== Task objective ==
Below are the records. List every line holding the word "main".

Saved data entries:
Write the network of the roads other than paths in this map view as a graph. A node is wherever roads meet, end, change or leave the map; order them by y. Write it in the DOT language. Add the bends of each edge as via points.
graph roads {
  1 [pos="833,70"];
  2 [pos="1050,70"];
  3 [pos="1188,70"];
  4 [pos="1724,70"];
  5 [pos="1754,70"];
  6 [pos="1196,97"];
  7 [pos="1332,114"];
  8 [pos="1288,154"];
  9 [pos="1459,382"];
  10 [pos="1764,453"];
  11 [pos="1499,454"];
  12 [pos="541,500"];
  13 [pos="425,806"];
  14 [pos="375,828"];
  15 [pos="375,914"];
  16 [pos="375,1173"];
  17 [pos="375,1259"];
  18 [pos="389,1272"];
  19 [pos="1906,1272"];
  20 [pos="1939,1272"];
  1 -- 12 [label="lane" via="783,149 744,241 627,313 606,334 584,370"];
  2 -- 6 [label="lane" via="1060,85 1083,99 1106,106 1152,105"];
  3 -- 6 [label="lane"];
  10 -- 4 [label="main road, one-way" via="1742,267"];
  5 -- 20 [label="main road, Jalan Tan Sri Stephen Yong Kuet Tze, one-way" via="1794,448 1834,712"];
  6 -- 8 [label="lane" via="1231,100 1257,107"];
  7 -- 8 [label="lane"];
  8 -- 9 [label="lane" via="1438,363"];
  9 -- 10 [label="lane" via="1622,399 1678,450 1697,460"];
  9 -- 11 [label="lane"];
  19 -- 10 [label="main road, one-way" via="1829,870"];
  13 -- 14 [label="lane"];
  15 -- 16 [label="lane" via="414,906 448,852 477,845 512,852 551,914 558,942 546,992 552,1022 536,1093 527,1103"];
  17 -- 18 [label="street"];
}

== Response area ==
  10 -- 4 [label="main road, one-way" via="1742,267"];
  5 -- 20 [label="main road, Jalan Tan Sri Stephen Yong Kuet Tze, one-way" via="1794,448 1834,712"];
  19 -- 10 [label="main road, one-way" via="1829,870"];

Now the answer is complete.